Well the dragon finally shed its skin again last night- i have no clue what this thing is gonna look like in a year or two... being a "super tangerin" she should have more orange--- it will be interesting to see how she turns out--- ill get pics of the smaller dragon when she sheds---

View attachment 119666

View attachment 119667

View attachment 119668


----------



## bigboi (May 3, 2006)

Looks good


----------



## black_piranha (Jan 12, 2006)

they get paler as they mature.


----------



## CrocKeeper (Dec 26, 2003)

I am interested in seeing them both as they mature. I love how beautiful they are. I do not keep any of the morph dragons either, though after watching the colors on yours and a friends, I may break down and get a really good looking male...
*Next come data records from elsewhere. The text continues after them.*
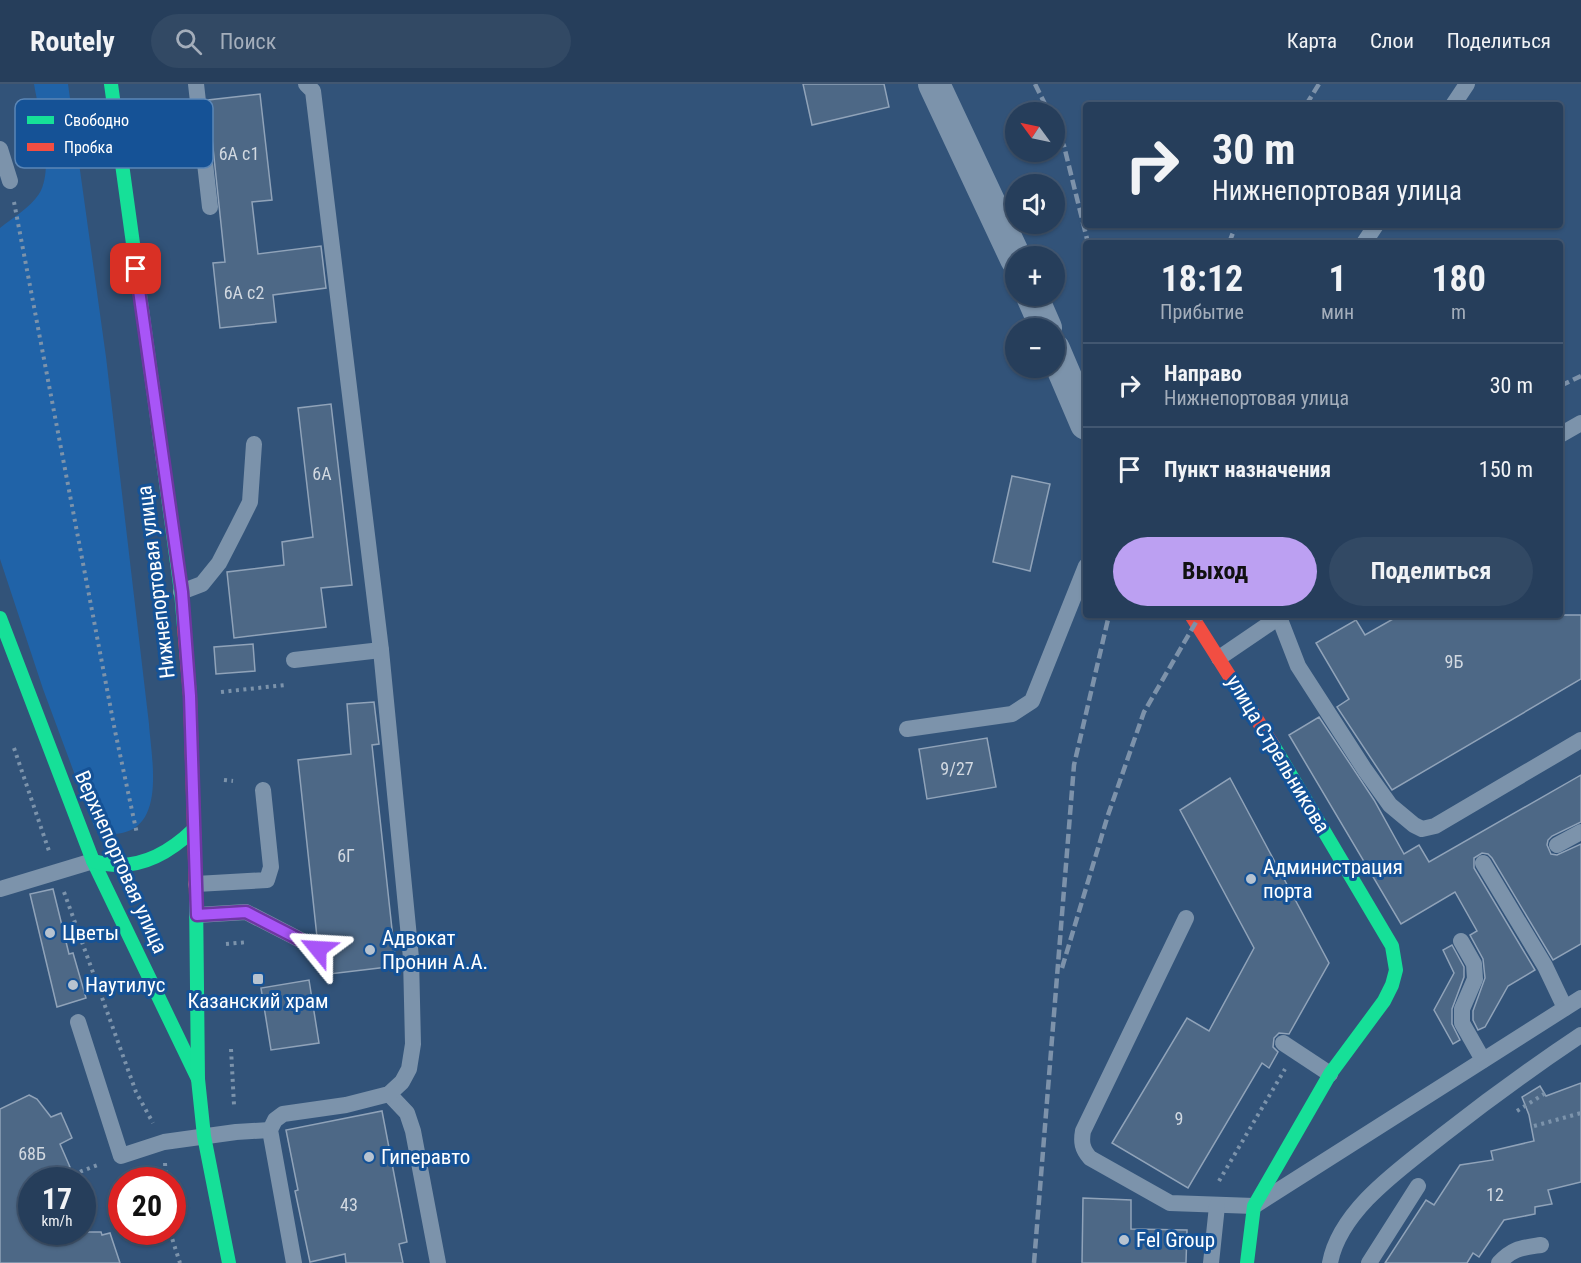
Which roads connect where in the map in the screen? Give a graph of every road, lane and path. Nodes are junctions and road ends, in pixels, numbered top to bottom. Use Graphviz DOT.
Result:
graph roads {
  1 [pos="111,84"];
  2 [pos="196,84"];
  3 [pos="306,84"];
  4 [pos="934,84"];
  5 [pos="1467,84"];
  6 [pos="113,99"];
  7 [pos="198,99"];
  8 [pos="1455,102"];
  9 [pos="0,149"];
  10 [pos="123,168"];
  11 [pos="206,168"];
  12 [pos="10,181"];
  13 [pos="210,207"];
  14 [pos="1010,246"];
  15 [pos="1065,375"];
  16 [pos="1083,417"];
  17 [pos="1581,423"];
  18 [pos="1563,433"];
  19 [pos="254,444"];
  20 [pos="1083,574"];
  21 [pos="182,592"];
  22 [pos="0,618"];
  23 [pos="1193,618"];
  24 [pos="1278,618"];
  25 [pos="1282,618"];
  26 [pos="381,650"];
  27 [pos="1219,658"];
  28 [pos="294,660"];
  29 [pos="285,685"];
  30 [pos="249,690"];
  31 [pos="908,729"];
  32 [pos="1581,740"];
  33 [pos="11,741"];
  34 [pos="263,790"];
  35 [pos="193,830"];
  36 [pos="1581,832"];
  37 [pos="1557,845"];
  38 [pos="93,861"];
  39 [pos="142,862"];
  40 [pos="1483,863"];
  41 [pos="56,871"];
  42 [pos="196,884"];
  43 [pos="0,889"];
  44 [pos="197,915"];
  45 [pos="1186,918"];
  46 [pos="1461,941"];
  47 [pos="248,942"];
  48 [pos="225,944"];
  49 [pos="318,949"];
  50 [pos="1581,998"];
  51 [pos="1565,1008"];
  52 [pos="78,1022"];
  53 [pos="1581,1035"];
  54 [pos="1290,1047"];
  55 [pos="1483,1060"];
  56 [pos="1330,1074"];
  57 [pos="198,1079"];
  58 [pos="1547,1092"];
  59 [pos="389,1094"];
  60 [pos="1516,1111"];
  61 [pos="1581,1113"];
  62 [pos="1534,1126"];
  63 [pos="270,1130"];
  64 [pos="204,1137"];
  65 [pos="164,1142"];
  66 [pos="165,1167"];
  67 [pos="1418,1186"];
  68 [pos="1211,1206"];
  69 [pos="1254,1206"];
  70 [pos="174,1245"];
  71 [pos="1541,1245"];
  72 [pos="180,1263"];
  73 [pos="229,1263"];
  74 [pos="294,1263"];
  75 [pos="438,1263"];
  76 [pos="1211,1263"];
  77 [pos="1247,1263"];
  78 [pos="1330,1263"];
  79 [pos="1369,1263"];
  80 [pos="1499,1263"];
  1 -- 6 [label="street, Нижнепортовая улица"];
  2 -- 7 [label="lane"];
  3 -- 26 [label="lane"];
  4 -- 14 [label="street"];
  5 -- 8 [label="lane"];
  9 -- 12 [label="lane"];
  10 -- 21 [label="street, Нижнепортовая улица"];
  11 -- 13 [label="lane"];
  12 -- 39 [label="path"];
  15 -- 16 [label="street"];
  17 -- 18 [label="lane"];
  19 -- 21 [label="lane"];
  20 -- 31 [label="lane"];
  21 -- 35 [label="street, Нижнепортовая улица"];
  22 -- 38 [label="street, Верхнепортовая улица"];
  23 -- 27 [label="street, улица Стрельникова"];
  24 -- 27 [label="lane"];
  25 -- 32 [label="lane"];
  26 -- 28 [label="lane"];
  26 -- 59 [label="lane"];
  27 -- 56 [label="street, улица Стрельникова"];
  29 -- 30 [label="path"];
  33 -- 41 [label="path"];
  34 -- 42 [label="lane"];
  35 -- 39 [label="street"];
  35 -- 42 [label="street, Нижнепортовая улица"];
  36 -- 37 [label="lane"];
  38 -- 39 [label="street"];
  38 -- 41 [label="lane"];
  38 -- 57 [label="street, Верхнепортовая улица"];
  40 -- 51 [label="lane"];
  41 -- 43 [label="lane"];
  41 -- 65 [label="path"];
  42 -- 44 [label="street, Нижнепортовая улица"];
  44 -- 49 [label="lane"];
  44 -- 57 [label="street, Нижнепортовая улица"];
  45 -- 68 [label="lane"];
  46 -- 55 [label="lane"];
  47 -- 48 [label="path"];
  50 -- 51 [label="lane"];
  51 -- 55 [label="lane"];
  52 -- 65 [label="lane"];
  53 -- 78 [label="lane"];
  54 -- 56 [label="lane"];
  54 -- 68 [label="path"];
  55 -- 69 [label="lane"];
  56 -- 69 [label="street, улица Стрельникова"];
  57 -- 64 [label="street, Верхнепортовая улица"];
  58 -- 60 [label="path"];
  59 -- 63 [label="lane"];
  59 -- 75 [label="lane"];
  61 -- 62 [label="path"];
  63 -- 64 [label="lane"];
  63 -- 74 [label="lane"];
  64 -- 65 [label="lane"];
  64 -- 73 [label="street, Верхнепортовая улица"];
  65 -- 66 [label="path"];
  67 -- 79 [label="lane"];
  68 -- 69 [label="lane"];
  68 -- 76 [label="lane"];
  69 -- 77 [label="street, улица Стрельникова"];
  70 -- 72 [label="path"];
  71 -- 80 [label="lane"];
}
I will try to get a pic or two of some of our adults for you....


----------



## Snake_Eyes (Jun 14, 2006)

Nice looking dragon.


----------



## psychofish (Jun 5, 2004)

Looks Great


----------



## NeXuS (Aug 16, 2006)

looks good


----------



## KINGofKINGS (Jul 24, 2006)

black_piranha said:


> they get paler as they mature.


um.......... no they dont- the gain color as they mature- she looks nothing like she will in a year or less--- she is gonna turn bright orange- you can see it coming in on her sides barely- but shes gonna get brighter, not paler-


----------



## mrodge (Nov 13, 2004)

mannn thats a nice beardie, the colors sweet


----------



## Mettle (Dec 29, 2003)

Fantastic colouration!


----------



## KINGofKINGS (Jul 24, 2006)

will have updated pics of dragon 2 soon to come...


----------



## lastgreengarden (Sep 13, 2006)

i cant get over how vibrant the colors are!


----------